Editorial


A castigar las denuncias falsas y temerarias

Es satisfactorio que los ciudadanos se preocupen de vigilar el ejercicio gubernamental y el manejo de los dineros públicos, que denuncien cuando sean testigos de actuaciones deshonestas e ilegales, porque sólo así será posible derrotar la corrupción, o al menos reducirla drásticamente.
Sin embargo, con el disfraz de veeduría ciudadana, se ha multiplicado en las últimas semanas una avalancha de denuncias, la mayoría de las cuales fueron desechadas por la Procuraduría y la Fiscalía, al no hallar sustento alguno para realizar una investigación.
Por supuesto, ese torrente contribuye notablemente a la congestión de los despachos judiciales y de los entes de control, quitándoles tiempo y recursos necesarios para realizar con rigurosa dedicación las investigaciones de los verdaderos y protuberantes hechos delictivos, y favoreciendo así la impunidad.
El artículo 435 del Código Penal establece penas de prisión y multas a quien denuncie ante la autoridad una conducta que no se ha cometido y el Código Disciplinario Único, en su artículo 69, dice que las denuncias y quejas falsas originarán responsabilidad patrimonial en contra del denunciante o quejoso.
También la Corte Constitucional ha recordado que la denuncia temeraria, esto es, la que se formula sin fundamento, puede dar origen a la comisión de un delito castigado por la ley penal.
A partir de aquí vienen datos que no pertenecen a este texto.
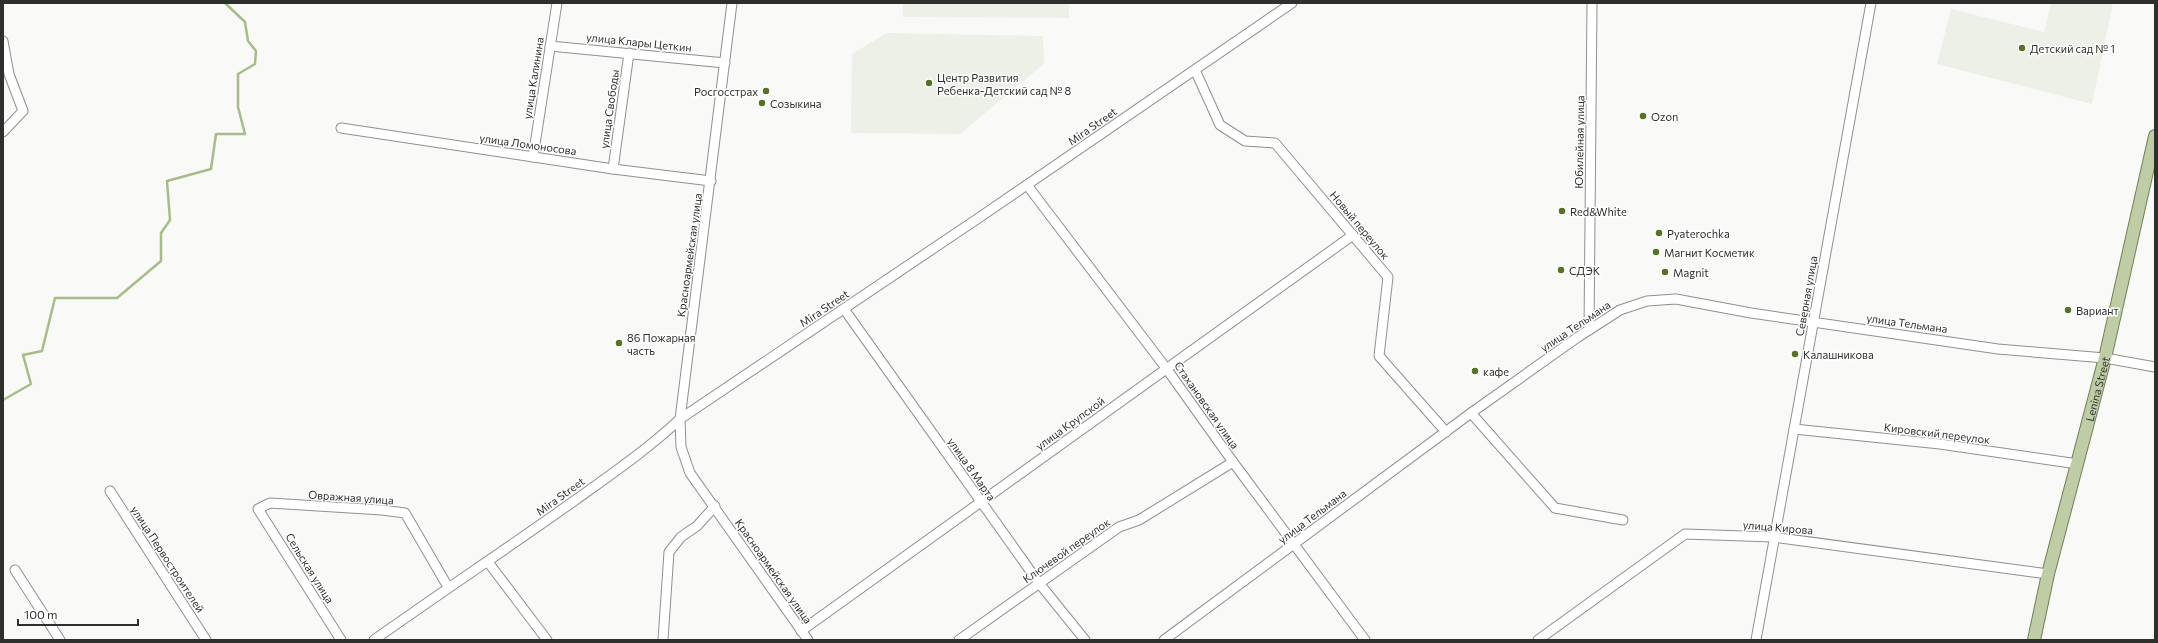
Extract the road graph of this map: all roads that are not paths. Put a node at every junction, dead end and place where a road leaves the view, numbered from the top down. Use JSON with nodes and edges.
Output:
{"nodes":[{"id":1,"x":557,"y":3,"type":"edge"},
{"id":2,"x":732,"y":3,"type":"edge"},
{"id":3,"x":1292,"y":3,"type":"edge"},
{"id":4,"x":1592,"y":3,"type":"edge"},
{"id":5,"x":1871,"y":3,"type":"edge"},
{"id":6,"x":3,"y":42,"type":"edge"},
{"id":7,"x":550,"y":46,"type":"junction"},
{"id":8,"x":629,"y":53,"type":"junction"},
{"id":9,"x":725,"y":63,"type":"junction"},
{"id":10,"x":1195,"y":70,"type":"junction"},
{"id":11,"x":341,"y":128,"type":"dead end"},
{"id":12,"x":3,"y":132,"type":"edge"},
{"id":13,"x":2155,"y":136,"type":"edge"},
{"id":14,"x":533,"y":157,"type":"junction"},
{"id":15,"x":613,"y":169,"type":"junction"},
{"id":16,"x":711,"y":181,"type":"junction"},
{"id":17,"x":1027,"y":185,"type":"junction"},
{"id":18,"x":1353,"y":235,"type":"junction"},
{"id":19,"x":844,"y":309,"type":"junction"},
{"id":20,"x":1814,"y":322,"type":"junction"},
{"id":21,"x":1589,"y":330,"type":"junction"},
{"id":22,"x":2105,"y":358,"type":"junction"},
{"id":23,"x":2155,"y":367,"type":"edge"},
{"id":24,"x":1166,"y":368,"type":"junction"},
{"id":25,"x":1471,"y":413,"type":"junction"},
{"id":26,"x":680,"y":419,"type":"junction"},
{"id":27,"x":1794,"y":429,"type":"junction"},
{"id":28,"x":1446,"y":432,"type":"junction"},
{"id":29,"x":1233,"y":462,"type":"junction"},
{"id":30,"x":2078,"y":464,"type":"junction"},
{"id":31,"x":110,"y":491,"type":"dead end"},
{"id":32,"x":981,"y":502,"type":"junction"},
{"id":33,"x":715,"y":506,"type":"junction"},
{"id":34,"x":258,"y":509,"type":"joint"},
{"id":35,"x":1623,"y":520,"type":"dead end"},
{"id":36,"x":1773,"y":537,"type":"junction"},
{"id":37,"x":1295,"y":544,"type":"junction"},
{"id":38,"x":488,"y":562,"type":"junction"},
{"id":39,"x":15,"y":570,"type":"dead end"},
{"id":40,"x":2048,"y":574,"type":"junction"},
{"id":41,"x":1039,"y":583,"type":"junction"},
{"id":42,"x":448,"y":587,"type":"junction"},
{"id":43,"x":801,"y":631,"type":"junction"},
{"id":44,"x":60,"y":640,"type":"edge"},
{"id":45,"x":206,"y":640,"type":"edge"},
{"id":46,"x":341,"y":640,"type":"edge"},
{"id":47,"x":374,"y":640,"type":"edge"},
{"id":48,"x":547,"y":640,"type":"edge"},
{"id":49,"x":663,"y":640,"type":"edge"},
{"id":50,"x":808,"y":640,"type":"edge"},
{"id":51,"x":959,"y":640,"type":"edge"},
{"id":52,"x":1085,"y":640,"type":"edge"},
{"id":53,"x":1164,"y":640,"type":"edge"},
{"id":54,"x":1365,"y":640,"type":"edge"},
{"id":55,"x":1538,"y":640,"type":"edge"},
{"id":56,"x":1756,"y":640,"type":"edge"},
{"id":57,"x":2034,"y":640,"type":"edge"}],
"edges":[{"from":1,"to":7,"type":"street","name":"улица Калинина"},
{"from":2,"to":9,"type":"street","name":"Красноармейская улица"},
{"from":3,"to":10,"type":"street","name":"Mira Street"},
{"from":4,"to":21,"type":"street","name":"Юбилейная улица"},
{"from":5,"to":20,"type":"street","name":"Северная улица"},
{"from":6,"to":12,"type":"street"},
{"from":7,"to":8,"type":"street","name":"улица Клары Цеткин"},
{"from":7,"to":14,"type":"street","name":"улица Калинина"},
{"from":8,"to":9,"type":"street","name":"улица Клары Цеткин"},
{"from":8,"to":15,"type":"street","name":"улица Свободы"},
{"from":9,"to":16,"type":"street","name":"Красноармейская улица"},
{"from":10,"to":17,"type":"street","name":"Mira Street"},
{"from":10,"to":18,"type":"street","name":"Новый переулок"},
{"from":11,"to":14,"type":"street","name":"улица Ломоносова"},
{"from":13,"to":22,"type":"main road","name":"Lenina Street"},
{"from":14,"to":15,"type":"street","name":"улица Ломоносова"},
{"from":15,"to":16,"type":"street","name":"улица Ломоносова"},
{"from":16,"to":26,"type":"street","name":"Красноармейская улица"},
{"from":17,"to":19,"type":"street","name":"Mira Street"},
{"from":17,"to":24,"type":"street","name":"Стахановская улица"},
{"from":18,"to":24,"type":"street","name":"улица Крупской"},
{"from":18,"to":28,"type":"street","name":"Новый переулок"},
{"from":19,"to":26,"type":"street","name":"Mira Street"},
{"from":19,"to":32,"type":"street","name":"улица 8 Марта"},
{"from":20,"to":21,"type":"street","name":"улица Тельмана"},
{"from":20,"to":22,"type":"street","name":"улица Тельмана"},
{"from":20,"to":27,"type":"street","name":"Северная улица"},
{"from":21,"to":25,"type":"street","name":"улица Тельмана"},
{"from":22,"to":23,"type":"street","name":"улица Тельмана"},
{"from":22,"to":30,"type":"main road","name":"Lenina Street"},
{"from":24,"to":29,"type":"street","name":"Стахановская улица"},
{"from":24,"to":32,"type":"street","name":"улица Крупской"},
{"from":25,"to":28,"type":"street","name":"улица Тельмана"},
{"from":25,"to":35,"type":"street"},
{"from":26,"to":33,"type":"street","name":"Красноармейская улица"},
{"from":26,"to":38,"type":"street","name":"Mira Street"},
{"from":27,"to":30,"type":"street","name":"Кировский переулок"},
{"from":27,"to":36,"type":"street","name":"Северная улица"},
{"from":28,"to":37,"type":"street","name":"улица Тельмана"},
{"from":29,"to":37,"type":"street","name":"Стахановская улица"},
{"from":29,"to":41,"type":"street","name":"Ключевой переулок"},
{"from":30,"to":40,"type":"main road","name":"Lenina Street"},
{"from":31,"to":45,"type":"street","name":"улица Первостроителей"},
{"from":32,"to":41,"type":"street","name":"улица 8 Марта"},
{"from":32,"to":43,"type":"street","name":"улица Крупской"},
{"from":33,"to":43,"type":"street","name":"Красноармейская улица"},
{"from":33,"to":49,"type":"street"},
{"from":34,"to":42,"type":"street","name":"Овражная улица"},
{"from":34,"to":46,"type":"street","name":"Сельская улица"},
{"from":36,"to":40,"type":"street","name":"улица Кирова"},
{"from":36,"to":55,"type":"street","name":"улица Кирова"},
{"from":36,"to":56,"type":"street","name":"Северная улица"},
{"from":37,"to":53,"type":"street","name":"улица Тельмана"},
{"from":37,"to":54,"type":"street","name":"Стахановская улица"},
{"from":38,"to":42,"type":"street","name":"Mira Street"},
{"from":38,"to":48,"type":"street"},
{"from":39,"to":44,"type":"street"},
{"from":40,"to":57,"type":"main road","name":"Lenina Street"},
{"from":41,"to":51,"type":"street","name":"Ключевой переулок"},
{"from":41,"to":52,"type":"street","name":"улица 8 Марта"},
{"from":42,"to":47,"type":"street","name":"Mira Street"},
{"from":43,"to":50,"type":"street","name":"Красноармейская улица"}]}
Sin embargo, son muy pocas las sentencias conocidas contra denunciantes temerarios, incluso son muy pocas las investigaciones al respecto, y la última referencia que existe en la base de datos de la Procuraduría es un proceso verbal abierto por el Ministerio Público en 2006 contra un particular, quien presentó numerosas quejas disciplinarias contra el rector de la Universidad Pedagógica.
Poco favor le hace a la lucha contra la corrupción la avalancha de denuncias temerarias, que se multiplican notablemente en la época previa a las elecciones, como estamos viendo en el caso de Cartagena.
Es inexplicable que algunas denuncias de carácter disciplinario, que pueden ser fácilmente desvirtuadas con la exigencia al denunciante o quejoso de las pruebas documentadas del ilícito, tengan que pasar por el proceso de indagación preliminar que implica un gasto de recursos y de tiempo de los funcionarios de la Procuraduría. Y más explicable aún que, una vez desvirtuada su validez, los temerarios denunciantes no sean sancionados como lo establecen las normas citadas arriba.
De no tomarse decisiones ejemplarizantes, en uno o dos meses veremos a los organismos de control inundados de quejas y denuncias absurdas, que mientras son aclaradas y desvirtuadas, representan un desgaste para los organismos investigadores y una confusión grande para la opinión pública.
Los ciudadanos están en la obligación de denunciar los actos corruptos, pero deben hacerlo con seriedad, responsabilidad y no con el propósito de vengarse o sacar dividendos políticos.
Las denuncias falsas y temerarias, en lugar de combatir la corrupción, la perpetúan en una maraña jurídica que sirve de pantalla para esconder las ansias de los corruptos por devorar los dineros públicos.